● Problem description: The expected response is an exact repetition of every record, with images excluded.

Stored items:

• • • •

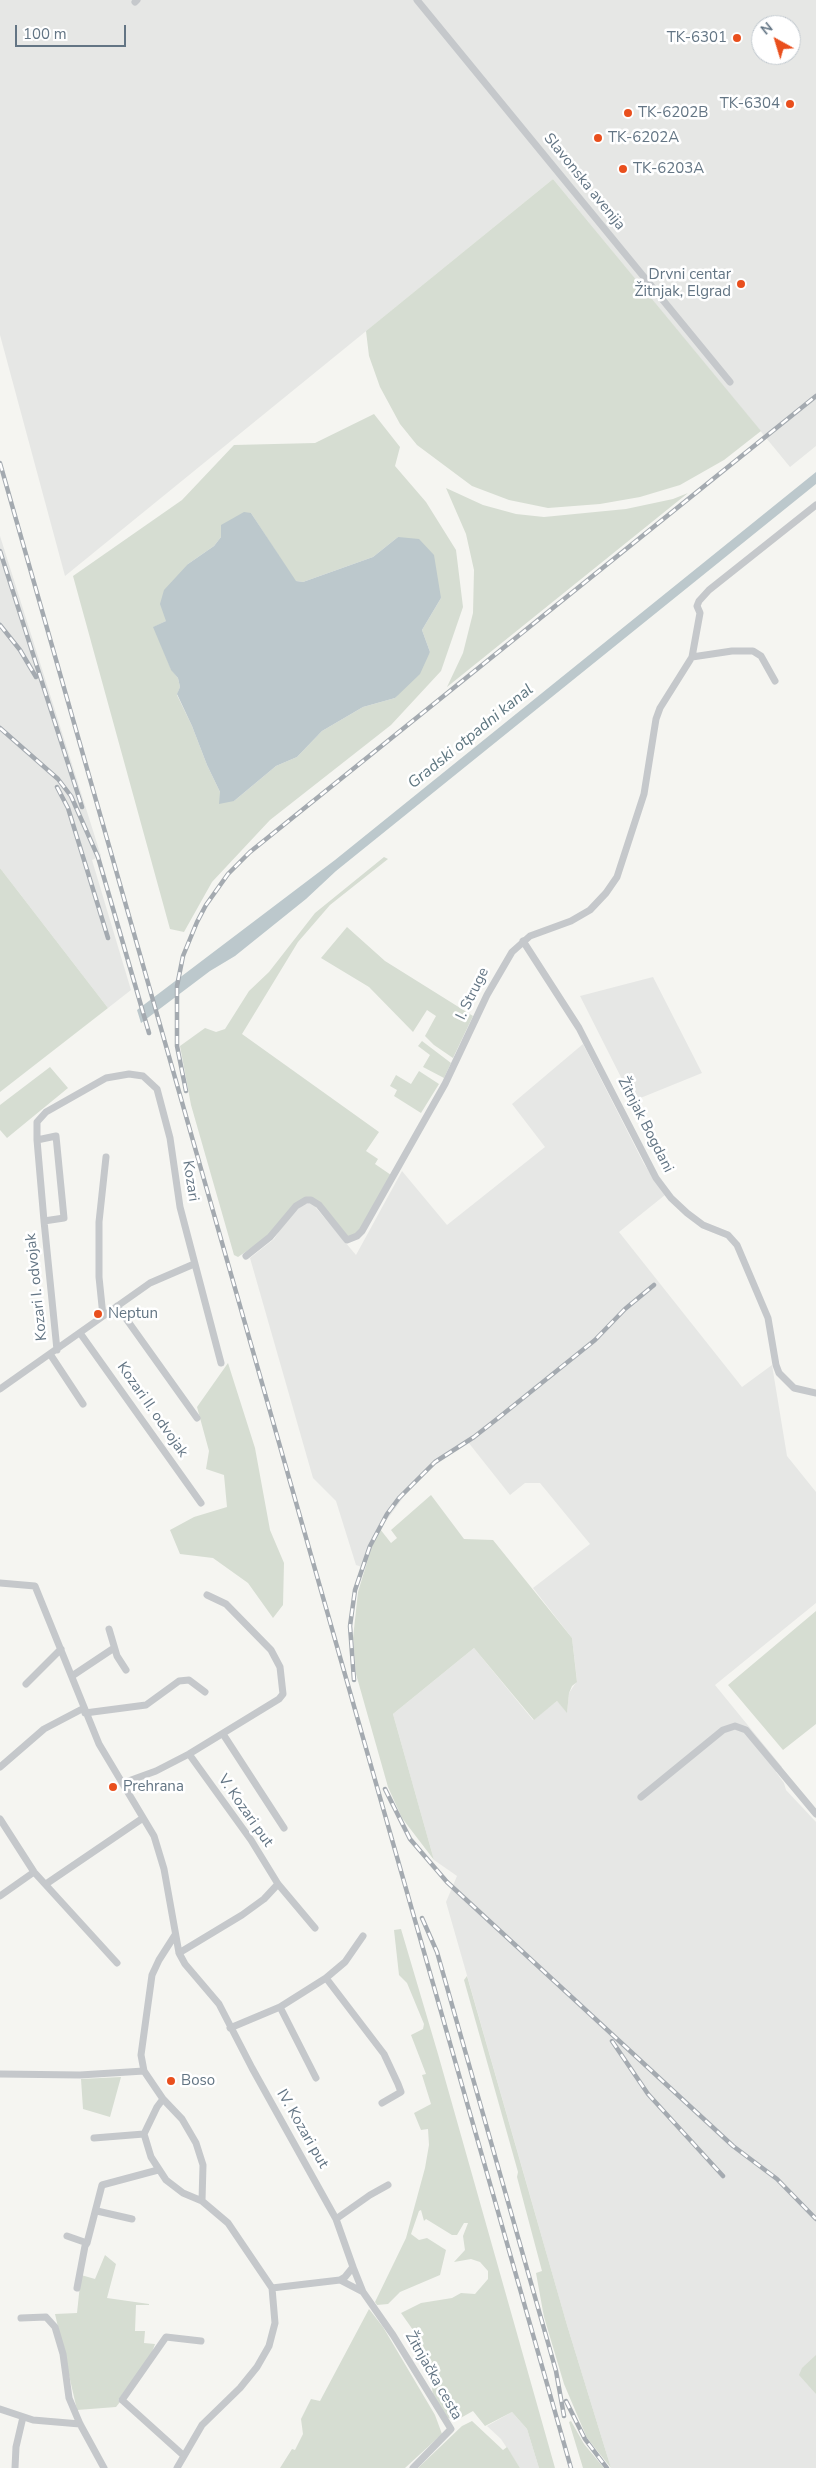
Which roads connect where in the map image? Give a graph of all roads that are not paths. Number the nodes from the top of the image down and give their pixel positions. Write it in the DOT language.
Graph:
graph roads {
  1 [pos="417,0"];
  2 [pos="730,382"];
  3 [pos="816,505"];
  4 [pos="692,657"];
  5 [pos="775,681"];
  6 [pos="523,941"];
  7 [pos="37,1140"];
  8 [pos="106,1157"];
  9 [pos="44,1221"];
  10 [pos="246,1256"];
  11 [pos="194,1264"];
  12 [pos="117,1306"];
  13 [pos="103,1316"];
  14 [pos="80,1333"];
  15 [pos="53,1352"];
  16 [pos="221,1363"];
  17 [pos="0,1389"];
  18 [pos="816,1393"];
  19 [pos="83,1404"];
  20 [pos="197,1418"];
  21 [pos="201,1504"];
  22 [pos="0,1582"];
  23 [pos="207,1594"];
  24 [pos="109,1629"];
  25 [pos="114,1648"];
  26 [pos="61,1649"];
  27 [pos="126,1670"];
  28 [pos="72,1676"];
  29 [pos="26,1684"];
  30 [pos="205,1692"];
  31 [pos="84,1710"];
  32 [pos="223,1734"];
  33 [pos="189,1754"];
  34 [pos="0,1766"];
  35 [pos="123,1783"];
  36 [pos="641,1797"];
  37 [pos="816,1814"];
  38 [pos="143,1818"];
  39 [pos="0,1819"];
  40 [pos="284,1828"];
  41 [pos="34,1872"];
  42 [pos="46,1884"];
  43 [pos="278,1884"];
  44 [pos="0,1896"];
  45 [pos="315,1928"];
  46 [pos="175,1935"];
  47 [pos="363,1936"];
  48 [pos="179,1953"];
  49 [pos="117,1963"];
  50 [pos="326,1978"];
  51 [pos="280,2007"];
  52 [pos="230,2028"];
  53 [pos="144,2072"];
  54 [pos="0,2074"];
  55 [pos="316,2078"];
  56 [pos="163,2100"];
  57 [pos="382,2103"];
  58 [pos="144,2134"];
  59 [pos="94,2138"];
  60 [pos="158,2170"];
  61 [pos="388,2185"];
  62 [pos="202,2200"];
  63 [pos="97,2211"];
  64 [pos="132,2219"];
  65 [pos="336,2219"];
  66 [pos="67,2236"];
  67 [pos="87,2244"];
  68 [pos="353,2267"];
  69 [pos="340,2280"];
  70 [pos="77,2288"];
  71 [pos="272,2288"];
  72 [pos="363,2292"];
  73 [pos="21,2318"];
  74 [pos="201,2341"];
  75 [pos="0,2409"];
  76 [pos="23,2417"];
  77 [pos="80,2424"];
  78 [pos="183,2455"];
  79 [pos="15,2468"];
  80 [pos="104,2468"];
  81 [pos="177,2468"];
  82 [pos="413,2468"];
  1 -- 2 [label="street, Slavonska avenija"];
  3 -- 4 [label="street, I. Struge"];
  4 -- 5 [label="street"];
  4 -- 6 [label="street, I. Struge"];
  6 -- 10 [label="street, I. Struge"];
  6 -- 18 [label="street, Žitnjak Bogdani"];
  7 -- 9 [label="street, Kozari I. odvojak"];
  7 -- 9 [label="street, Kozari I. odvojak"];
  7 -- 11 [label="street, Kozari"];
  8 -- 13 [label="street"];
  9 -- 15 [label="street, Kozari I. odvojak"];
  11 -- 12 [label="street"];
  11 -- 16 [label="street, Kozari"];
  12 -- 13 [label="street"];
  12 -- 20 [label="street"];
  13 -- 14 [label="street"];
  14 -- 15 [label="street"];
  14 -- 21 [label="street, Kozari II. odvojak"];
  15 -- 17 [label="street"];
  15 -- 19 [label="street"];
  22 -- 26 [label="street, IV. Kozari put"];
  23 -- 32 [label="street"];
  24 -- 25 [label="street"];
  25 -- 27 [label="street"];
  25 -- 28 [label="street"];
  26 -- 28 [label="street, IV. Kozari put"];
  26 -- 29 [label="street"];
  28 -- 31 [label="street, IV. Kozari put"];
  30 -- 31 [label="street"];
  31 -- 34 [label="street"];
  31 -- 35 [label="street, IV. Kozari put"];
  32 -- 33 [label="street"];
  32 -- 40 [label="street, V. Kozari put"];
  33 -- 35 [label="street"];
  33 -- 43 [label="street, V. Kozari put"];
  35 -- 38 [label="street, IV. Kozari put"];
  36 -- 37 [label="street"];
  38 -- 42 [label="street"];
  38 -- 46 [label="street, IV. Kozari put"];
  39 -- 41 [label="street"];
  41 -- 42 [label="street"];
  41 -- 44 [label="street"];
  42 -- 49 [label="street"];
  43 -- 45 [label="street, V. Kozari put"];
  43 -- 48 [label="street"];
  46 -- 48 [label="street, IV. Kozari put"];
  46 -- 53 [label="street"];
  47 -- 50 [label="street"];
  48 -- 52 [label="street, IV. Kozari put"];
  50 -- 51 [label="street"];
  50 -- 57 [label="street"];
  51 -- 52 [label="street"];
  51 -- 55 [label="street"];
  52 -- 65 [label="street, IV. Kozari put"];
  53 -- 54 [label="street"];
  53 -- 56 [label="street"];
  56 -- 58 [label="street"];
  56 -- 62 [label="street"];
  58 -- 59 [label="street"];
  58 -- 60 [label="street"];
  60 -- 62 [label="street"];
  60 -- 63 [label="street"];
  61 -- 65 [label="street"];
  62 -- 71 [label="street"];
  63 -- 64 [label="street"];
  63 -- 67 [label="street"];
  65 -- 68 [label="street, IV. Kozari put"];
  66 -- 67 [label="street"];
  67 -- 70 [label="street"];
  68 -- 69 [label="street"];
  68 -- 72 [label="street, IV. Kozari put"];
  69 -- 71 [label="street"];
  69 -- 72 [label="street"];
  71 -- 78 [label="street"];
  72 -- 82 [label="street, Žitnjačka cesta"];
  73 -- 77 [label="street"];
  74 -- 78 [label="street"];
  75 -- 76 [label="street"];
  76 -- 77 [label="street"];
  76 -- 79 [label="street"];
  77 -- 80 [label="street"];
  78 -- 81 [label="street"];
}
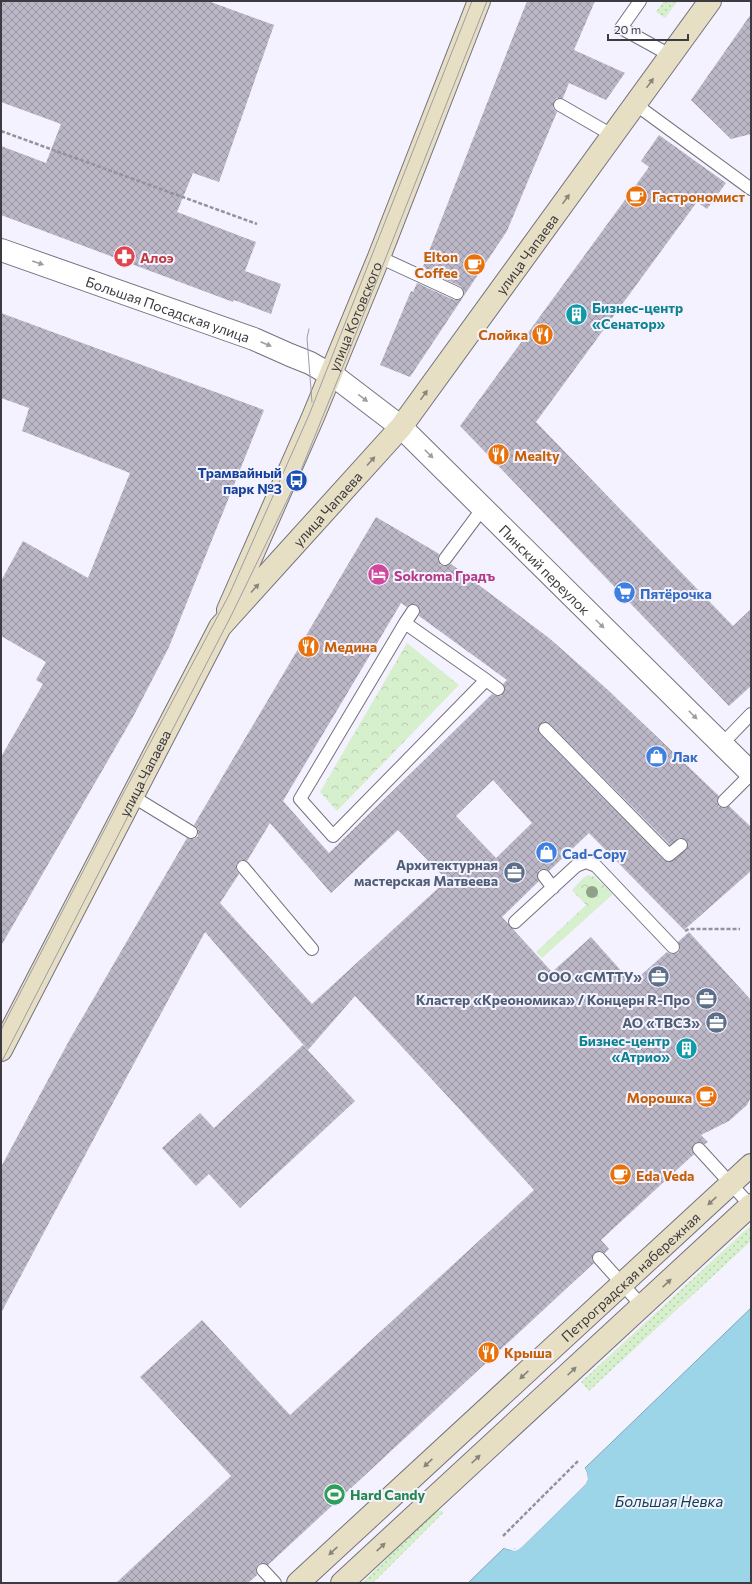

• • • •

● Answer section:
Which roads connect where in the map image? Give a graph of all roads that are not paths. Number the nodes from the top of the image down and give their pixel positions. Write it in the DOT language.
Graph:
graph roads {
  1 [pos="417,0"];
  2 [pos="730,382"];
  3 [pos="816,505"];
  4 [pos="692,657"];
  5 [pos="775,681"];
  6 [pos="523,941"];
  7 [pos="37,1140"];
  8 [pos="106,1157"];
  9 [pos="44,1221"];
  10 [pos="246,1256"];
  11 [pos="194,1264"];
  12 [pos="117,1306"];
  13 [pos="103,1316"];
  14 [pos="80,1333"];
  15 [pos="53,1352"];
  16 [pos="221,1363"];
  17 [pos="0,1389"];
  18 [pos="816,1393"];
  19 [pos="83,1404"];
  20 [pos="197,1418"];
  21 [pos="201,1504"];
  22 [pos="0,1582"];
  23 [pos="207,1594"];
  24 [pos="109,1629"];
  25 [pos="114,1648"];
  26 [pos="61,1649"];
  27 [pos="126,1670"];
  28 [pos="72,1676"];
  29 [pos="26,1684"];
  30 [pos="205,1692"];
  31 [pos="84,1710"];
  32 [pos="223,1734"];
  33 [pos="189,1754"];
  34 [pos="0,1766"];
  35 [pos="123,1783"];
  36 [pos="641,1797"];
  37 [pos="816,1814"];
  38 [pos="143,1818"];
  39 [pos="0,1819"];
  40 [pos="284,1828"];
  41 [pos="34,1872"];
  42 [pos="46,1884"];
  43 [pos="278,1884"];
  44 [pos="0,1896"];
  45 [pos="315,1928"];
  46 [pos="175,1935"];
  47 [pos="363,1936"];
  48 [pos="179,1953"];
  49 [pos="117,1963"];
  50 [pos="326,1978"];
  51 [pos="280,2007"];
  52 [pos="230,2028"];
  53 [pos="144,2072"];
  54 [pos="0,2074"];
  55 [pos="316,2078"];
  56 [pos="163,2100"];
  57 [pos="382,2103"];
  58 [pos="144,2134"];
  59 [pos="94,2138"];
  60 [pos="158,2170"];
  61 [pos="388,2185"];
  62 [pos="202,2200"];
  63 [pos="97,2211"];
  64 [pos="132,2219"];
  65 [pos="336,2219"];
  66 [pos="67,2236"];
  67 [pos="87,2244"];
  68 [pos="353,2267"];
  69 [pos="340,2280"];
  70 [pos="77,2288"];
  71 [pos="272,2288"];
  72 [pos="363,2292"];
  73 [pos="21,2318"];
  74 [pos="201,2341"];
  75 [pos="0,2409"];
  76 [pos="23,2417"];
  77 [pos="80,2424"];
  78 [pos="183,2455"];
  79 [pos="15,2468"];
  80 [pos="104,2468"];
  81 [pos="177,2468"];
  82 [pos="413,2468"];
  1 -- 2 [label="street, Slavonska avenija"];
  3 -- 4 [label="street, I. Struge"];
  4 -- 5 [label="street"];
  4 -- 6 [label="street, I. Struge"];
  6 -- 10 [label="street, I. Struge"];
  6 -- 18 [label="street, Žitnjak Bogdani"];
  7 -- 9 [label="street, Kozari I. odvojak"];
  7 -- 9 [label="street, Kozari I. odvojak"];
  7 -- 11 [label="street, Kozari"];
  8 -- 13 [label="street"];
  9 -- 15 [label="street, Kozari I. odvojak"];
  11 -- 12 [label="street"];
  11 -- 16 [label="street, Kozari"];
  12 -- 13 [label="street"];
  12 -- 20 [label="street"];
  13 -- 14 [label="street"];
  14 -- 15 [label="street"];
  14 -- 21 [label="street, Kozari II. odvojak"];
  15 -- 17 [label="street"];
  15 -- 19 [label="street"];
  22 -- 26 [label="street, IV. Kozari put"];
  23 -- 32 [label="street"];
  24 -- 25 [label="street"];
  25 -- 27 [label="street"];
  25 -- 28 [label="street"];
  26 -- 28 [label="street, IV. Kozari put"];
  26 -- 29 [label="street"];
  28 -- 31 [label="street, IV. Kozari put"];
  30 -- 31 [label="street"];
  31 -- 34 [label="street"];
  31 -- 35 [label="street, IV. Kozari put"];
  32 -- 33 [label="street"];
  32 -- 40 [label="street, V. Kozari put"];
  33 -- 35 [label="street"];
  33 -- 43 [label="street, V. Kozari put"];
  35 -- 38 [label="street, IV. Kozari put"];
  36 -- 37 [label="street"];
  38 -- 42 [label="street"];
  38 -- 46 [label="street, IV. Kozari put"];
  39 -- 41 [label="street"];
  41 -- 42 [label="street"];
  41 -- 44 [label="street"];
  42 -- 49 [label="street"];
  43 -- 45 [label="street, V. Kozari put"];
  43 -- 48 [label="street"];
  46 -- 48 [label="street, IV. Kozari put"];
  46 -- 53 [label="street"];
  47 -- 50 [label="street"];
  48 -- 52 [label="street, IV. Kozari put"];
  50 -- 51 [label="street"];
  50 -- 57 [label="street"];
  51 -- 52 [label="street"];
  51 -- 55 [label="street"];
  52 -- 65 [label="street, IV. Kozari put"];
  53 -- 54 [label="street"];
  53 -- 56 [label="street"];
  56 -- 58 [label="street"];
  56 -- 62 [label="street"];
  58 -- 59 [label="street"];
  58 -- 60 [label="street"];
  60 -- 62 [label="street"];
  60 -- 63 [label="street"];
  61 -- 65 [label="street"];
  62 -- 71 [label="street"];
  63 -- 64 [label="street"];
  63 -- 67 [label="street"];
  65 -- 68 [label="street, IV. Kozari put"];
  66 -- 67 [label="street"];
  67 -- 70 [label="street"];
  68 -- 69 [label="street"];
  68 -- 72 [label="street, IV. Kozari put"];
  69 -- 71 [label="street"];
  69 -- 72 [label="street"];
  71 -- 78 [label="street"];
  72 -- 82 [label="street, Žitnjačka cesta"];
  73 -- 77 [label="street"];
  74 -- 78 [label="street"];
  75 -- 76 [label="street"];
  76 -- 77 [label="street"];
  76 -- 79 [label="street"];
  77 -- 80 [label="street"];
  78 -- 81 [label="street"];
}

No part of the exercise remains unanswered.